> _Problem details_
Lines with the word "button": copy all of them from the entries below.

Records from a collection
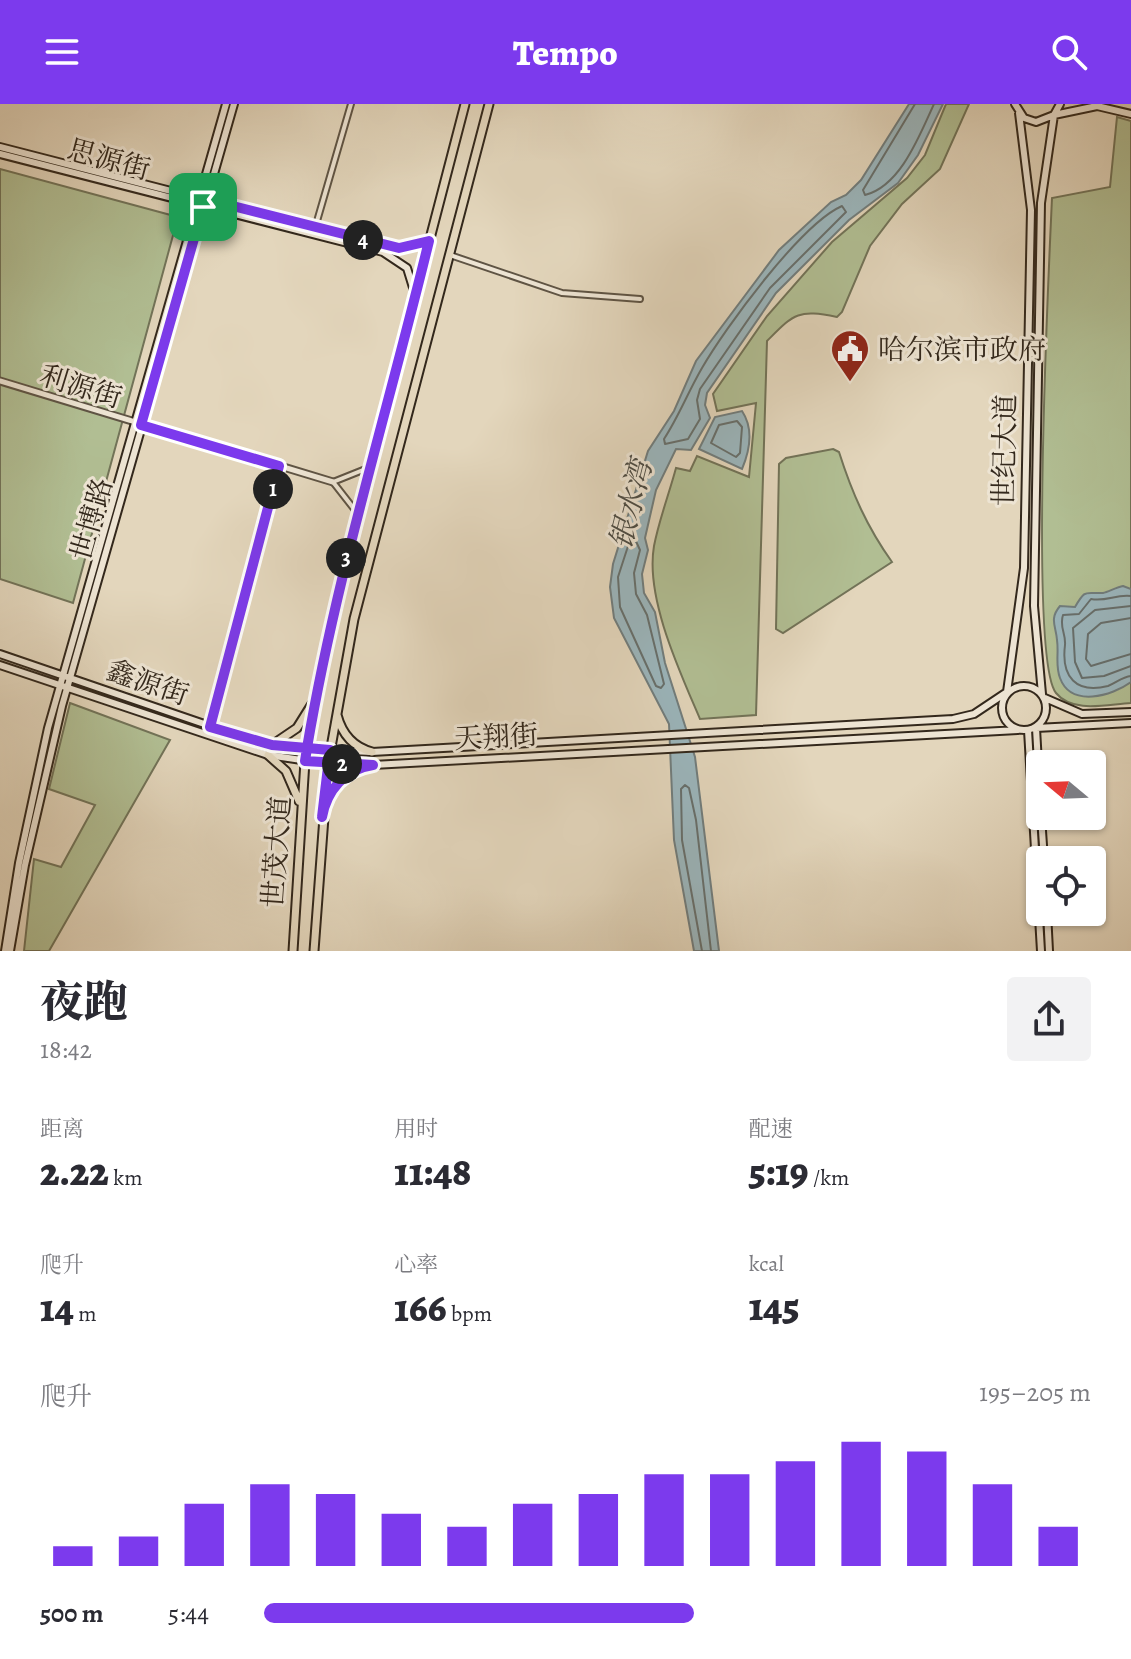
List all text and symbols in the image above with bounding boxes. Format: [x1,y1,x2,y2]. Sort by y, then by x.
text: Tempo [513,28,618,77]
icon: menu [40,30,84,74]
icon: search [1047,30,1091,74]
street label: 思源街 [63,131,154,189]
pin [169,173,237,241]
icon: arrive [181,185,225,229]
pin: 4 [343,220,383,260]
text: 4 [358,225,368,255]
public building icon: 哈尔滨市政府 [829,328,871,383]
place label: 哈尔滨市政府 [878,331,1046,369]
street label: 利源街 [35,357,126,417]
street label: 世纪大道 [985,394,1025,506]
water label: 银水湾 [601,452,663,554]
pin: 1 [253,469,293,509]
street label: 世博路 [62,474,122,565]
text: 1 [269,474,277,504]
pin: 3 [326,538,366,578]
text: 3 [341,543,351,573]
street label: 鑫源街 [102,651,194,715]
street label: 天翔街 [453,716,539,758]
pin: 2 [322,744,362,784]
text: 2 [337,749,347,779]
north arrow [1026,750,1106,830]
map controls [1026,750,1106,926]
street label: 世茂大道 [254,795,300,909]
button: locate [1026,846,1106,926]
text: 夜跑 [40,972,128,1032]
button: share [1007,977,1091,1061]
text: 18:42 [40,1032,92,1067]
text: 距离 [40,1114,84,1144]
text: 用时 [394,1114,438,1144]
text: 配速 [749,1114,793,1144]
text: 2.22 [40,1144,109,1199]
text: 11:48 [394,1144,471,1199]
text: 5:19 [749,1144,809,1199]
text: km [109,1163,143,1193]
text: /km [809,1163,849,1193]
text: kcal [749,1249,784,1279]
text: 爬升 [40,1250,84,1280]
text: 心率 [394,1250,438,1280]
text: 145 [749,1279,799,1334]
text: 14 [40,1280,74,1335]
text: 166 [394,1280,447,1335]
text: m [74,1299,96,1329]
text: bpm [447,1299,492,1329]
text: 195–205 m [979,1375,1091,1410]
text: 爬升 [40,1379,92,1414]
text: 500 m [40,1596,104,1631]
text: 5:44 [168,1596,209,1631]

> _Solution to this task_
button: locate [1026,846,1106,926]
button: share [1007,977,1091,1061]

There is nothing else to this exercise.